■ **TO DO**
Using the line that has "Digitize the connectivity" as the starting point, print each line to the end of the material below word for word. Add no other lines.

■ **MATERIAL FOR THIS TASK**
◆ ◆ ◆

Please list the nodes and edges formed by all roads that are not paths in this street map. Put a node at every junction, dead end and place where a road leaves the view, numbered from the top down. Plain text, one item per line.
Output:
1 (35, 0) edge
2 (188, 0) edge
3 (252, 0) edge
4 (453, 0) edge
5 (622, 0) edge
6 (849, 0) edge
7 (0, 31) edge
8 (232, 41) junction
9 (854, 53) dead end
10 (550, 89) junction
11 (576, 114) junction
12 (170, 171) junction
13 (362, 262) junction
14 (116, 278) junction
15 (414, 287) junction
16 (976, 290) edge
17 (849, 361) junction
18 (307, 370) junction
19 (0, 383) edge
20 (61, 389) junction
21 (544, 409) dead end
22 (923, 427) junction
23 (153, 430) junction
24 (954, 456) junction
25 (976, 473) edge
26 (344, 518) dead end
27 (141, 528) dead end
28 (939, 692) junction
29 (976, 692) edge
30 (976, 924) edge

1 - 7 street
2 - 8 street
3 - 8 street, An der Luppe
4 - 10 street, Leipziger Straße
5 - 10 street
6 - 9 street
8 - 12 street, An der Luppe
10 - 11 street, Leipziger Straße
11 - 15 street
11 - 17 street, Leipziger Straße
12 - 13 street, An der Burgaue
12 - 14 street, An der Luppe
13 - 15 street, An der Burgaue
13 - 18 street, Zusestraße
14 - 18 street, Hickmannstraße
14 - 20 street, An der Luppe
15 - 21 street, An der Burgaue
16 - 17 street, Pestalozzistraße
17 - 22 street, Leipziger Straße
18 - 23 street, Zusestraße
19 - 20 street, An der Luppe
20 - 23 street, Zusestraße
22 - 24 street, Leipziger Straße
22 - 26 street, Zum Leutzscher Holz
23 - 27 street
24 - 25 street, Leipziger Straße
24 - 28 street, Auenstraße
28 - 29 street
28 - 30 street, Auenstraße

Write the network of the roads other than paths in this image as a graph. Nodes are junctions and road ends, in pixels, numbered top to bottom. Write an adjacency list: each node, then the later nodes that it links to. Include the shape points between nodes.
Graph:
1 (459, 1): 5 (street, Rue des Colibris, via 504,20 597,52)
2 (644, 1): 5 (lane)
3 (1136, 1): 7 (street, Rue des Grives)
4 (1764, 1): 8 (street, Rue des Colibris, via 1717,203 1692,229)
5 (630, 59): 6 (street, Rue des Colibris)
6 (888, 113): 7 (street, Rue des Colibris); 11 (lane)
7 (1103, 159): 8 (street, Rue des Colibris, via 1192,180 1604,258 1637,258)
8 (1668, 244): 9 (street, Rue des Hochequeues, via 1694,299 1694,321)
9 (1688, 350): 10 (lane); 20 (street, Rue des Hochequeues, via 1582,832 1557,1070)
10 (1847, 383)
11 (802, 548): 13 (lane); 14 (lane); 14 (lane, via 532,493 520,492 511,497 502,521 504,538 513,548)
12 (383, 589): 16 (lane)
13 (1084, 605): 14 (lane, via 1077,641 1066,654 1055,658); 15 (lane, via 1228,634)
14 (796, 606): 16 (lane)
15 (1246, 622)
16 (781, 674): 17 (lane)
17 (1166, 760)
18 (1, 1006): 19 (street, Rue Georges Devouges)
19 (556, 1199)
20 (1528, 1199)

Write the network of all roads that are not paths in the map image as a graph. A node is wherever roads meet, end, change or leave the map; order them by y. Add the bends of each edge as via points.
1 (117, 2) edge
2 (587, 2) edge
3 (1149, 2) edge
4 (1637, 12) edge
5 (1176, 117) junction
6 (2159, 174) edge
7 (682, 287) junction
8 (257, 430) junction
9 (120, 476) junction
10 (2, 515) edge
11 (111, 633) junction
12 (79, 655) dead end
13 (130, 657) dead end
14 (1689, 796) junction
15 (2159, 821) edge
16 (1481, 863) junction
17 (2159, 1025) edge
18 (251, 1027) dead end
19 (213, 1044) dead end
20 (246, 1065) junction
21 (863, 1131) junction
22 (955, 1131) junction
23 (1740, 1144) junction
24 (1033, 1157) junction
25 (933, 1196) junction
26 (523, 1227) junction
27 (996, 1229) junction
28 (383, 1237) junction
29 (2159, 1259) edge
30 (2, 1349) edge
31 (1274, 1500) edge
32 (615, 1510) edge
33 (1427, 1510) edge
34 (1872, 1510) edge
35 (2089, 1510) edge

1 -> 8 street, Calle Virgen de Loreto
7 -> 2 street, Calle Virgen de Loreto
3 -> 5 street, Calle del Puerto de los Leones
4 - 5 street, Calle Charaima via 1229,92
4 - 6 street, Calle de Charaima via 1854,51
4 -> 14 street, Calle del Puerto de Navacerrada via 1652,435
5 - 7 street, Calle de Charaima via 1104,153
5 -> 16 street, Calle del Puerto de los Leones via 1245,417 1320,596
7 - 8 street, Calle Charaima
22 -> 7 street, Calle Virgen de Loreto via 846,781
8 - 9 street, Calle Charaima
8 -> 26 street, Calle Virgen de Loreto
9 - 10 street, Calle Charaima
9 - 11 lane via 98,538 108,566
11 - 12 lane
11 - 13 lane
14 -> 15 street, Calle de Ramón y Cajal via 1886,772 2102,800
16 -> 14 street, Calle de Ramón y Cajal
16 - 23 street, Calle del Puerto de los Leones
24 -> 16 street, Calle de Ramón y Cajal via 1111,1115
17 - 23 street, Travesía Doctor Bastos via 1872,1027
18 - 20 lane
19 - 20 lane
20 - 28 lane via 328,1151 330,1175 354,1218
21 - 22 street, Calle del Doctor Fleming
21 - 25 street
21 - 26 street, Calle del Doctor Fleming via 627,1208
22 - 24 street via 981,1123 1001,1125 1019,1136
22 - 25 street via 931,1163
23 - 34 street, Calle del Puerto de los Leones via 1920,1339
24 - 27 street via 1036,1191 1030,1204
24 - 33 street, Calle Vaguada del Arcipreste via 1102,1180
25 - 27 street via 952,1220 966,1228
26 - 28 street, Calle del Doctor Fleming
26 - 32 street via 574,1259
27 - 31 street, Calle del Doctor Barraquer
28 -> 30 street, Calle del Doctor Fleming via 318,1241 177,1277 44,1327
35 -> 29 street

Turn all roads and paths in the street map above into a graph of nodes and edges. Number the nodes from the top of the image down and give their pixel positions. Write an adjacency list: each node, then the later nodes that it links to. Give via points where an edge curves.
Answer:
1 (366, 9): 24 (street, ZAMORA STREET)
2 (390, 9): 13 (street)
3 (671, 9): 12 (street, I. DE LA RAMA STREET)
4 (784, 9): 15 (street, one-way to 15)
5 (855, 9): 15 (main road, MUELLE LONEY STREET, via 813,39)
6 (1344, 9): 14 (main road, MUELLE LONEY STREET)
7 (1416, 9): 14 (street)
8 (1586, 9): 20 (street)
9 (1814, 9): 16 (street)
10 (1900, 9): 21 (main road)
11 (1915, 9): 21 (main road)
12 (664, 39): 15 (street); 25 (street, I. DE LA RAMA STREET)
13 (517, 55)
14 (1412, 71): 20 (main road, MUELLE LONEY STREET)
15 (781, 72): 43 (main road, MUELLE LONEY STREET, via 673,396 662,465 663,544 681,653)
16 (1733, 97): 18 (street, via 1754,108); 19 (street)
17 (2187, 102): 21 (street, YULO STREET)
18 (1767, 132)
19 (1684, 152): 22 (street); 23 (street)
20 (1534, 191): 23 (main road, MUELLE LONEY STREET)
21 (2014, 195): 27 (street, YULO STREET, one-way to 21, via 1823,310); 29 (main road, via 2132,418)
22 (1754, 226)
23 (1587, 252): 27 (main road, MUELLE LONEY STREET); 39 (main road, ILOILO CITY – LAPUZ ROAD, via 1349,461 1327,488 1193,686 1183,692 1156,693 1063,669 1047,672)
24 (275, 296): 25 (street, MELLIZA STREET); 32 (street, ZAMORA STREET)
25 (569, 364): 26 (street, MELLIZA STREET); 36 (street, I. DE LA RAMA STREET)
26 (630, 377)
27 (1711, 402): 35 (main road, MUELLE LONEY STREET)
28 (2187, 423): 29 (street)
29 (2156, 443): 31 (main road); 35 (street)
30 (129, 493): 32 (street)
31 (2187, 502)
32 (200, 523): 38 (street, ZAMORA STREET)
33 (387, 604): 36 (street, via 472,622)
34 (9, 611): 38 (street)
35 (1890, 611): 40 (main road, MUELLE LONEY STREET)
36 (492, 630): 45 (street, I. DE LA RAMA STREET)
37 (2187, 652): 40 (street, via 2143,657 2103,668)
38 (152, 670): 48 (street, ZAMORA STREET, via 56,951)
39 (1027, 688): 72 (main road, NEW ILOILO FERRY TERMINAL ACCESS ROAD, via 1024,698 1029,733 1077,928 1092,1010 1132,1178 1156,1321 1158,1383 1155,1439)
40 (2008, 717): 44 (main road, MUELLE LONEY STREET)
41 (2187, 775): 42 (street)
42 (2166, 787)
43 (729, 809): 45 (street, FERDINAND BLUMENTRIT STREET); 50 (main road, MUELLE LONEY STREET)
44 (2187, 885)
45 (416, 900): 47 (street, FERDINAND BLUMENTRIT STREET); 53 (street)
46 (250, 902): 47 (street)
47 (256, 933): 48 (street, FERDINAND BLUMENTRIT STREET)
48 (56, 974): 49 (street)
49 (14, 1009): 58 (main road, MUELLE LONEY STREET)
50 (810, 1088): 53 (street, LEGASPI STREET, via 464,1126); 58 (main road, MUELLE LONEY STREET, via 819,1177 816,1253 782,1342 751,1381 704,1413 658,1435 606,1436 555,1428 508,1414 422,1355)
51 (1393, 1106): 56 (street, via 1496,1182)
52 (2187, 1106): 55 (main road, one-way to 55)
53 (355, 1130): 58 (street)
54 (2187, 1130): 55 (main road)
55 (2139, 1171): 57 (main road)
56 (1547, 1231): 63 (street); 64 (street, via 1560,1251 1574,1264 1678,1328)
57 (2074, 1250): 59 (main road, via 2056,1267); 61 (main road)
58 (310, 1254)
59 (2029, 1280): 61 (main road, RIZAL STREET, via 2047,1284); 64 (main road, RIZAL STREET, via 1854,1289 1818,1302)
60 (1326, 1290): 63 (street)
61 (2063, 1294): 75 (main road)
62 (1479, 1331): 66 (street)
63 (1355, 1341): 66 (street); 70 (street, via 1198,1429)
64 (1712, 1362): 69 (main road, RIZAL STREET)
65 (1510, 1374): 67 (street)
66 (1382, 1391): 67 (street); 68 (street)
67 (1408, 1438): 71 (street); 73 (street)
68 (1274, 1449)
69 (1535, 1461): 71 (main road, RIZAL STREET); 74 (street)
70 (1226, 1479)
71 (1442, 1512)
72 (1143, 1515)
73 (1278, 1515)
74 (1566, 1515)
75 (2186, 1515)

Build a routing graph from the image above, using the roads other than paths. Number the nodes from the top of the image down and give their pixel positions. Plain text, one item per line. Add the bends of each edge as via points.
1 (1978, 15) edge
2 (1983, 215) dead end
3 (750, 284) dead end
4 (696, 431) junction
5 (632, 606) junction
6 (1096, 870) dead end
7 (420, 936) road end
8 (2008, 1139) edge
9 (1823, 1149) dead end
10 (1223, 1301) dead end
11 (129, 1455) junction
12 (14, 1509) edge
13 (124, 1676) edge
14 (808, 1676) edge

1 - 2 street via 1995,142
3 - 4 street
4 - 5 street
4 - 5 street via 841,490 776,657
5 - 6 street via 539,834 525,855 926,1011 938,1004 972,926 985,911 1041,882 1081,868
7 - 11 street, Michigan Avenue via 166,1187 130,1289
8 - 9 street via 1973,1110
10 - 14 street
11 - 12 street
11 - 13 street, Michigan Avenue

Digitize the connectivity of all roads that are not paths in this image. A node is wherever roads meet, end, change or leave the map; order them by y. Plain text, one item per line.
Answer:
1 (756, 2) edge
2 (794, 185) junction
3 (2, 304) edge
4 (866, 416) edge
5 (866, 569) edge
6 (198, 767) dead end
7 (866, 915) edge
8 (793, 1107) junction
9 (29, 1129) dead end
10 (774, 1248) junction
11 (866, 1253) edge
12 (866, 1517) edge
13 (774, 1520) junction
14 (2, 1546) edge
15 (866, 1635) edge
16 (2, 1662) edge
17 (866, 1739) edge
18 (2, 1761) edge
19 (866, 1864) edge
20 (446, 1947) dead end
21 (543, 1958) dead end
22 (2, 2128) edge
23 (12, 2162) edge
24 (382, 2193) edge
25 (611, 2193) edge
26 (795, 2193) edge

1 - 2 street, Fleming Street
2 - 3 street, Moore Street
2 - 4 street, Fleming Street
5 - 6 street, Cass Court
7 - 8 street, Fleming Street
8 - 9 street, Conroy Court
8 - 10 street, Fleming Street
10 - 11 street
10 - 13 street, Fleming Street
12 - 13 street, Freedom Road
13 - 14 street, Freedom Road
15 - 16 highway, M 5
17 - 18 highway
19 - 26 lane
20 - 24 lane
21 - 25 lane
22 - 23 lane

◆ ◆ ◆

■ **RESPONSE BOX**
Digitize the connectivity of all roads that are not paths in this image. A node is wherever roads meet, end, change or leave the map; order them by y. Plain text, one item per line.
Answer:
1 (756, 2) edge
2 (794, 185) junction
3 (2, 304) edge
4 (866, 416) edge
5 (866, 569) edge
6 (198, 767) dead end
7 (866, 915) edge
8 (793, 1107) junction
9 (29, 1129) dead end
10 (774, 1248) junction
11 (866, 1253) edge
12 (866, 1517) edge
13 (774, 1520) junction
14 (2, 1546) edge
15 (866, 1635) edge
16 (2, 1662) edge
17 (866, 1739) edge
18 (2, 1761) edge
19 (866, 1864) edge
20 (446, 1947) dead end
21 (543, 1958) dead end
22 (2, 2128) edge
23 (12, 2162) edge
24 (382, 2193) edge
25 (611, 2193) edge
26 (795, 2193) edge

1 - 2 street, Fleming Street
2 - 3 street, Moore Street
2 - 4 street, Fleming Street
5 - 6 street, Cass Court
7 - 8 street, Fleming Street
8 - 9 street, Conroy Court
8 - 10 street, Fleming Street
10 - 11 street
10 - 13 street, Fleming Street
12 - 13 street, Freedom Road
13 - 14 street, Freedom Road
15 - 16 highway, M 5
17 - 18 highway
19 - 26 lane
20 - 24 lane
21 - 25 lane
22 - 23 lane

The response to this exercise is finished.